The oxygen requirement was surprising because it is, thankfully, not usually a reactive species. However, reactive oxygen species like hydrogen peroxide (H2O2), superoxide (O2–) and singlet oxygen (1O2) can be formed in the presence of a ruthenium complex and light. Through the use of selective traps we discovered that the reactive oxygen species for the bis-phosphonate decomposition above was singlet oxygen (1O2).

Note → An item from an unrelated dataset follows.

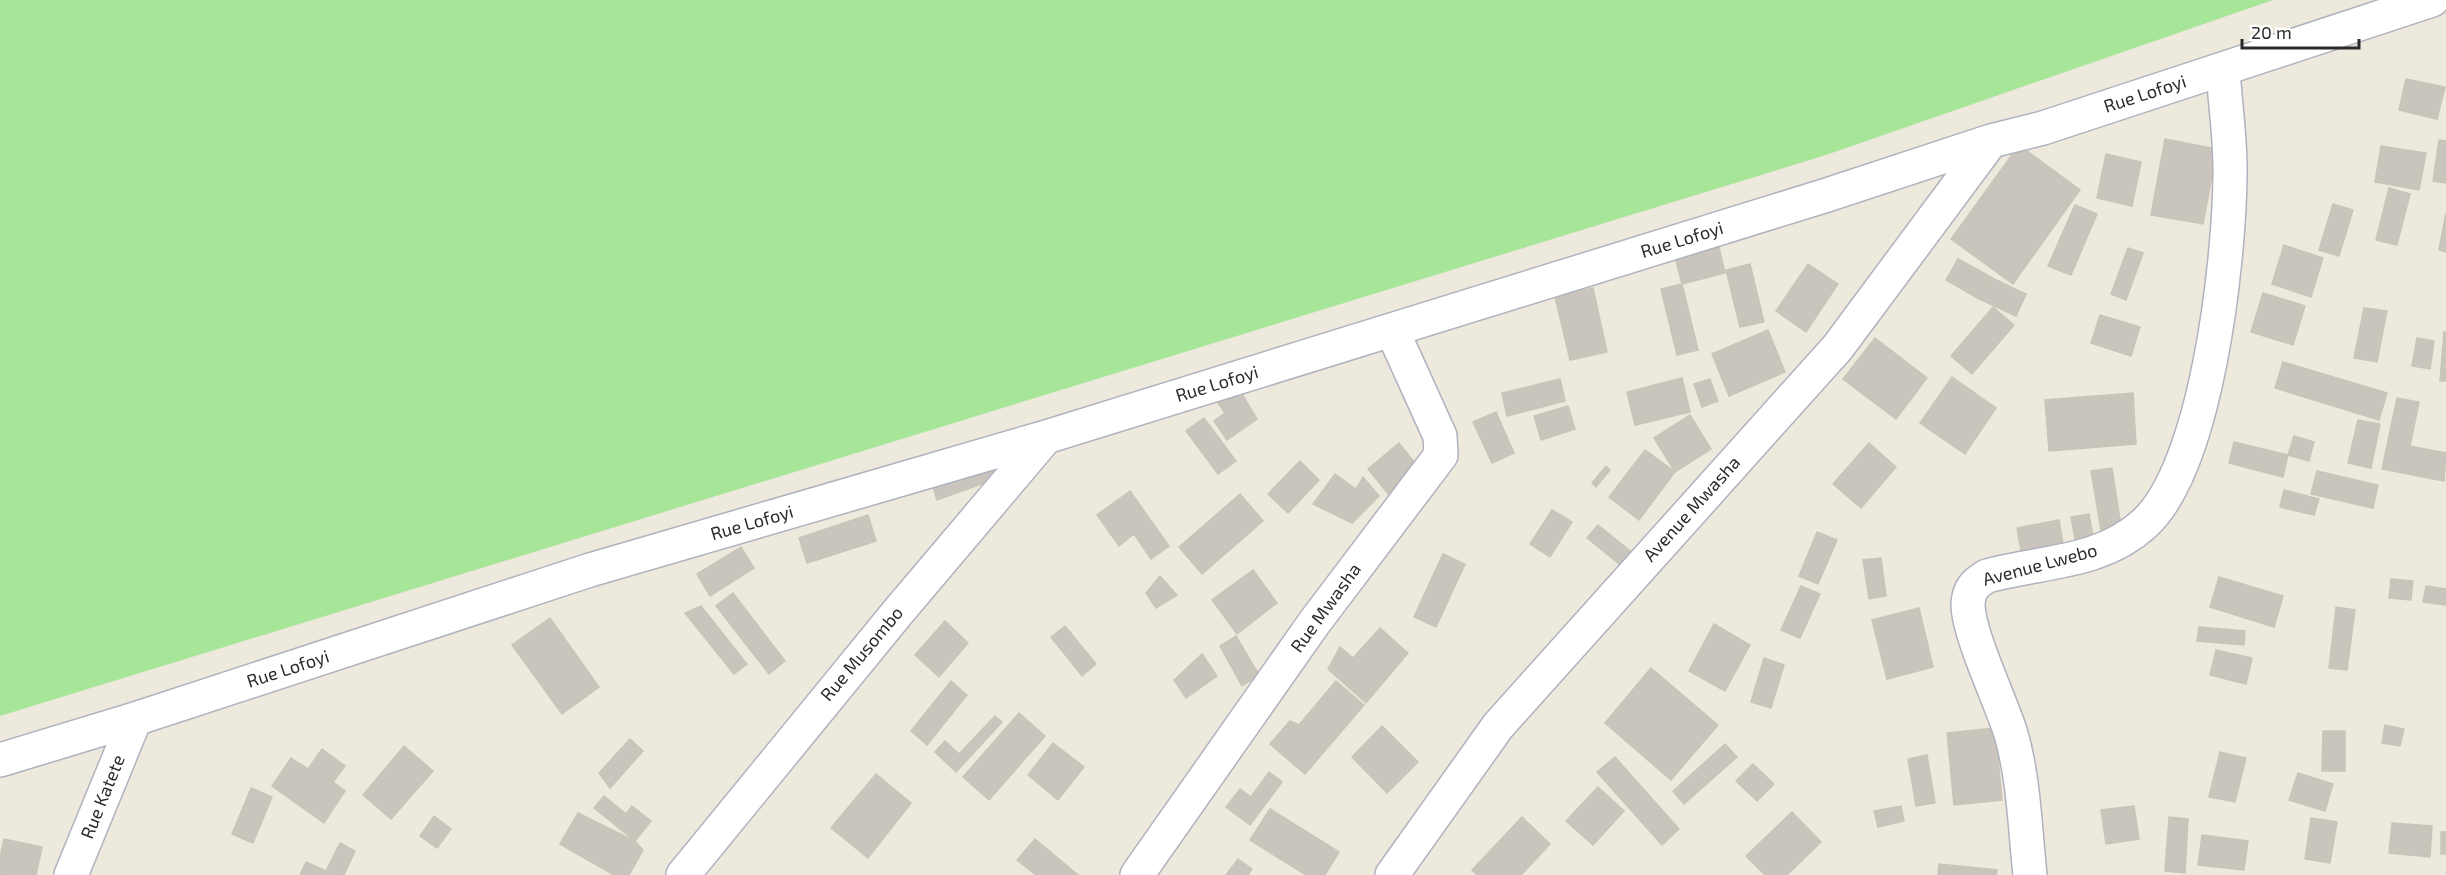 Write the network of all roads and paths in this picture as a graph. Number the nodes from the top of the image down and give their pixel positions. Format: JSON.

We are surrounded by oxygen in its unreactive triplet state, the lowest energy species or ground state of O2, that has two unpaired, aligned electrons. This is why oxygen has a magnetic moment and can be suspended in a magnetic field. In the presence of an excited chromophore (such as [Ru(bpy)3]2+) that contains a heavy atom like ruthenium, singlet oxygen is formed through a well established process known as singlet sensitization. Singlet oxygen is less stable and consequently a more reactive species. Somehow, this reactive singlet oxygen facilitates the transformation of ‑C(OH)(PO3H2)2 into -COOH.
A similar reaction occurs when light is shined on a solution containing a singlet oxygen sensitizer (S = [Ru(bpy)3]2+ or Rose Bengal), oxygen and risedronic acid. This is particularly interesting since risedronic acid is a commercially available, FDA approved drug for treating osteoporosis.
The balanced equation for the general bisphosphonate decomposition reaction is:
R-C(OH)(PO3H2)2 + O2 + H2O → R-COOH + 2 H3PO4
We have a fairly solid understanding of the conditions required for the reaction but many questions remain: Is the hydroxide necessary? Will it still occur with phosphonate esters? What about other bisphosphonate derivatives? Perhaps the most important question that would answer the previous is ’What is the reaction mechanism?’ My honest reply is that we have no idea. My first guess is that it involves some sort of singlet oxygen insertion. I look forward to seeing what you arrow pushing junkies come up with.
Aside from being a unique reaction there are other possible implications from this result. First is that the administration of bis-phosphonate drugs – like risedronic acid – in conjunction with photodynamic therapy (the intentional generation of singlet oxygen) could lead to both diminished drug potency and unwanted by-products in the body. In a more positive light, bis-phosphonates could possibly be used as 1) a photo-protecting group for carboxylates, 2) an on/off mineral binding agent, 3) an on/off pyrophophatase inhibitor or 4) if the reaction occurs with phosphonate esters, a method for photoinitiated phosphate-based drug delivery.
So, like I said in the introduction, our attempt at creating a stable dye-sensitized photoelectrosynthesis cell led to the unexpected discovery of a reaction that could be a drug delivery method. My main take-away and advice is: although we have specific goals, scientists should not ignore interesting observations. A number of Nobel prizes were the result of anomalous/inadvertent observations: water channels, buckyballs, cosmic microwave background radiation and others. The next Nobel Prize-worthy discovery may, at first glance, just be an annoying distraction from your goals.